* [Work to be completed]: The records follow. Give them all back exactly.

* [Given entries]:
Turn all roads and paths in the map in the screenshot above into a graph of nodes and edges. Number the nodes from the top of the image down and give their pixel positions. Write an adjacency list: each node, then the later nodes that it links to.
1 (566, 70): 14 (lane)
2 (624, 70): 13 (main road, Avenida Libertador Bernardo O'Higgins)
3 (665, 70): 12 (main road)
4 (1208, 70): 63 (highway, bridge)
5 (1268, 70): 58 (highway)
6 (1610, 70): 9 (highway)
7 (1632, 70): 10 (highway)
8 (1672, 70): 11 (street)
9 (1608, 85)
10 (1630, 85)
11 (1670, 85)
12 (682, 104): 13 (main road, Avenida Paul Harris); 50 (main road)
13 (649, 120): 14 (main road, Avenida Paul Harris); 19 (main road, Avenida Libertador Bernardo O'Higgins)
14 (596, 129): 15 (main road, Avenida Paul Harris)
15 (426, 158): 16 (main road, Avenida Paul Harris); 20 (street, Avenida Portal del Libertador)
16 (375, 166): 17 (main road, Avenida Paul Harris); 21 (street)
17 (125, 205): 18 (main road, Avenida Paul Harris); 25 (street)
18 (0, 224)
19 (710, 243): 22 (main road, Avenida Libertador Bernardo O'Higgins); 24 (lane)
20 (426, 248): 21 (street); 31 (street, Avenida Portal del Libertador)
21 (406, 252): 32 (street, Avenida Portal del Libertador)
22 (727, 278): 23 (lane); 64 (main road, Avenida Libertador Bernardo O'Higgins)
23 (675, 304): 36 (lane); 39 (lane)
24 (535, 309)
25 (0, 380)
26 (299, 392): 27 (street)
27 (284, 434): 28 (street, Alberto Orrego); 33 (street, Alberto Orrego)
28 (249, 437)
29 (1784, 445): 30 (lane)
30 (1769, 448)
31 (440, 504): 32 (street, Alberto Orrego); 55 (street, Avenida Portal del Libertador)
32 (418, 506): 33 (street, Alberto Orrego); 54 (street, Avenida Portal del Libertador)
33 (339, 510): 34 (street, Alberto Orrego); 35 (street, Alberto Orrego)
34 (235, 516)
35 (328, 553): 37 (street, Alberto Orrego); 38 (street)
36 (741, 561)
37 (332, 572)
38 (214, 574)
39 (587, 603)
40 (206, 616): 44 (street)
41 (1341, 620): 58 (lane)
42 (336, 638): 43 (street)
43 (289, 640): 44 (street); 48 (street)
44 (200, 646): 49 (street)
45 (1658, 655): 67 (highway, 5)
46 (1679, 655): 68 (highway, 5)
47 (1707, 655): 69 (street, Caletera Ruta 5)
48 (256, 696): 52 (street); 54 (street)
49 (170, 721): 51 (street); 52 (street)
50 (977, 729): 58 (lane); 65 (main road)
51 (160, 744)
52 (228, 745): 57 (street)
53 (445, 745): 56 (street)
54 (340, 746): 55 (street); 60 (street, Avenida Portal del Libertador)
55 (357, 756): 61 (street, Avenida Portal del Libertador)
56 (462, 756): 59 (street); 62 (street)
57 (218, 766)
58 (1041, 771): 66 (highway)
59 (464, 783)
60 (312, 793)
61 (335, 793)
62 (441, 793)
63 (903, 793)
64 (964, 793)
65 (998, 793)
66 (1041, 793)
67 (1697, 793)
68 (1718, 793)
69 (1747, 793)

* [Result of the task]:
Turn all roads and paths in the map in the screenshot above into a graph of nodes and edges. Number the nodes from the top of the image down and give their pixel positions. Write an adjacency list: each node, then the later nodes that it links to.
1 (566, 70): 14 (lane)
2 (624, 70): 13 (main road, Avenida Libertador Bernardo O'Higgins)
3 (665, 70): 12 (main road)
4 (1208, 70): 63 (highway, bridge)
5 (1268, 70): 58 (highway)
6 (1610, 70): 9 (highway)
7 (1632, 70): 10 (highway)
8 (1672, 70): 11 (street)
9 (1608, 85)
10 (1630, 85)
11 (1670, 85)
12 (682, 104): 13 (main road, Avenida Paul Harris); 50 (main road)
13 (649, 120): 14 (main road, Avenida Paul Harris); 19 (main road, Avenida Libertador Bernardo O'Higgins)
14 (596, 129): 15 (main road, Avenida Paul Harris)
15 (426, 158): 16 (main road, Avenida Paul Harris); 20 (street, Avenida Portal del Libertador)
16 (375, 166): 17 (main road, Avenida Paul Harris); 21 (street)
17 (125, 205): 18 (main road, Avenida Paul Harris); 25 (street)
18 (0, 224)
19 (710, 243): 22 (main road, Avenida Libertador Bernardo O'Higgins); 24 (lane)
20 (426, 248): 21 (street); 31 (street, Avenida Portal del Libertador)
21 (406, 252): 32 (street, Avenida Portal del Libertador)
22 (727, 278): 23 (lane); 64 (main road, Avenida Libertador Bernardo O'Higgins)
23 (675, 304): 36 (lane); 39 (lane)
24 (535, 309)
25 (0, 380)
26 (299, 392): 27 (street)
27 (284, 434): 28 (street, Alberto Orrego); 33 (street, Alberto Orrego)
28 (249, 437)
29 (1784, 445): 30 (lane)
30 (1769, 448)
31 (440, 504): 32 (street, Alberto Orrego); 55 (street, Avenida Portal del Libertador)
32 (418, 506): 33 (street, Alberto Orrego); 54 (street, Avenida Portal del Libertador)
33 (339, 510): 34 (street, Alberto Orrego); 35 (street, Alberto Orrego)
34 (235, 516)
35 (328, 553): 37 (street, Alberto Orrego); 38 (street)
36 (741, 561)
37 (332, 572)
38 (214, 574)
39 (587, 603)
40 (206, 616): 44 (street)
41 (1341, 620): 58 (lane)
42 (336, 638): 43 (street)
43 (289, 640): 44 (street); 48 (street)
44 (200, 646): 49 (street)
45 (1658, 655): 67 (highway, 5)
46 (1679, 655): 68 (highway, 5)
47 (1707, 655): 69 (street, Caletera Ruta 5)
48 (256, 696): 52 (street); 54 (street)
49 (170, 721): 51 (street); 52 (street)
50 (977, 729): 58 (lane); 65 (main road)
51 (160, 744)
52 (228, 745): 57 (street)
53 (445, 745): 56 (street)
54 (340, 746): 55 (street); 60 (street, Avenida Portal del Libertador)
55 (357, 756): 61 (street, Avenida Portal del Libertador)
56 (462, 756): 59 (street); 62 (street)
57 (218, 766)
58 (1041, 771): 66 (highway)
59 (464, 783)
60 (312, 793)
61 (335, 793)
62 (441, 793)
63 (903, 793)
64 (964, 793)
65 (998, 793)
66 (1041, 793)
67 (1697, 793)
68 (1718, 793)
69 (1747, 793)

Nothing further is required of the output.